Bir yanımız termik, diğer yanımız maden…
Atikhisar Barajımız ve içme suyumuz…
Kent gündemi ne sizce?
Trafik mi, otopark sayısı mı, hızla artış gösteren konut fiyatları mı, siyasilerin gündelik açıklamaları mı, çalıştığınız gazetenin attığı manşete gelen övgüler ya da eleştiriler mi?
Hiçbiri değil aslında…
Çanakkale Barosu Çevre ve Kent Hukuku Komisyonu Başkanı Ali Furkan Oğuz, “Boş işlerle uğraşıyorsunuz diyerek verdiğimiz ekoloji mücadelesini aşağılayanlar; bu mücadele sizin çocuklarınızın da geleceği için! Ve bir gün bizi anladığınızda her şey için çok geç olacak. Çevre sorunlarına kadar ne sorunları var bu ülkenin diyenler; bu ülkenin birincil sorunu çevre talanıdır, yaşam alanlarının talanıdır.

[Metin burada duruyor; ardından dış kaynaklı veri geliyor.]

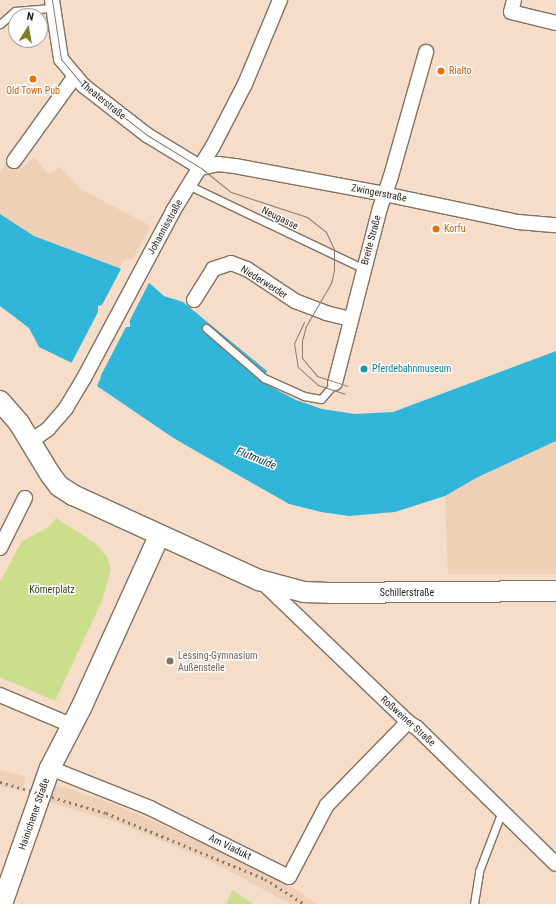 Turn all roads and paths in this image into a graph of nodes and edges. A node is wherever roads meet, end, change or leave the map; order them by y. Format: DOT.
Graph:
graph roads {
  1 [pos="280,0"];
  2 [pos="52,4"];
  3 [pos="513,6"];
  4 [pos="556,23"];
  5 [pos="0,24"];
  6 [pos="426,52"];
  7 [pos="75,76"];
  8 [pos="14,161"];
  9 [pos="201,168"];
  10 [pos="188,185"];
  11 [pos="384,194"];
  12 [pos="556,225"];
  13 [pos="364,268"];
  14 [pos="194,300"];
  15 [pos="350,319"];
  16 [pos="206,328"];
  17 [pos="335,383"];
  18 [pos="0,401"];
  19 [pos="31,441"];
  20 [pos="25,498"];
  21 [pos="159,536"];
  22 [pos="0,548"];
  23 [pos="259,580"];
  24 [pos="556,591"];
  25 [pos="0,695"];
  26 [pos="408,722"];
  27 [pos="71,725"];
  28 [pos="50,768"];
  29 [pos="502,811"];
  30 [pos="556,864"];
  31 [pos="2,904"];
  32 [pos="474,904"];
  1 -- 9 [label="street, Johannisstraße"];
  2 -- 5 [label="lane"];
  2 -- 7 [label="street, Theaterstraße"];
  3 -- 4 [label="street"];
  6 -- 11 [label="street, Breite Straße"];
  7 -- 8 [label="street"];
  7 -- 9 [label="street, Theaterstraße"];
  9 -- 10 [label="street, Johannisstraße"];
  9 -- 11 [label="street, Zwingerstraße"];
  10 -- 13 [label="lane, Neugasse"];
  10 -- 19 [label="street, Johannisstraße"];
  11 -- 12 [label="street, Zwingerstraße"];
  11 -- 13 [label="street, Breite Straße"];
  13 -- 15 [label="street, Breite Straße"];
  14 -- 15 [label="street, Niederwerder"];
  15 -- 17 [label="street, Breite Straße"];
  16 -- 17 [label="lane"];
  18 -- 19 [label="main road"];
  19 -- 21 [label="main road"];
  20 -- 22 [label="street"];
  21 -- 23 [label="main road"];
  21 -- 27 [label="main road"];
  23 -- 24 [label="main road, Schillerstraße"];
  23 -- 26 [label="street, Roßweiner Straße"];
  25 -- 27 [label="street"];
  26 -- 28 [label="street, Am Viadukt"];
  26 -- 29 [label="street, Roßweiner Straße"];
  27 -- 28 [label="main road, Hainichener Straße"];
  28 -- 31 [label="main road, Hainichener Straße"];
  29 -- 30 [label="street, Roßweiner Straße"];
  29 -- 32 [label="lane"];
}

Birincil derdimiz de yaşam hakkıdır !”
Çevre talanı ve yaşam hakkı… Unutmayın lütfen.
CHP Çan İlçe Başkanı Ümran Aydın ise, “ÇED, yani Çevresel Etki Değerlendirme raporu, bir tesisin çevreye yapacağı tahribatı tespit eder. Kömürün havaya, siyanürün toprağa vs.. Torba yasaya göre, ÇED raporunun alınması 3 ayı aşarsa, otomatik olarak alınmış sayılacak. Uyan Çanakkale Türkiye’nin kalorifer kazanı olacaksın ve madenlerin çok uluslu şirketlerin ceplerini doldururken, çocuklarımıza zehirli atıklarını bırakacak”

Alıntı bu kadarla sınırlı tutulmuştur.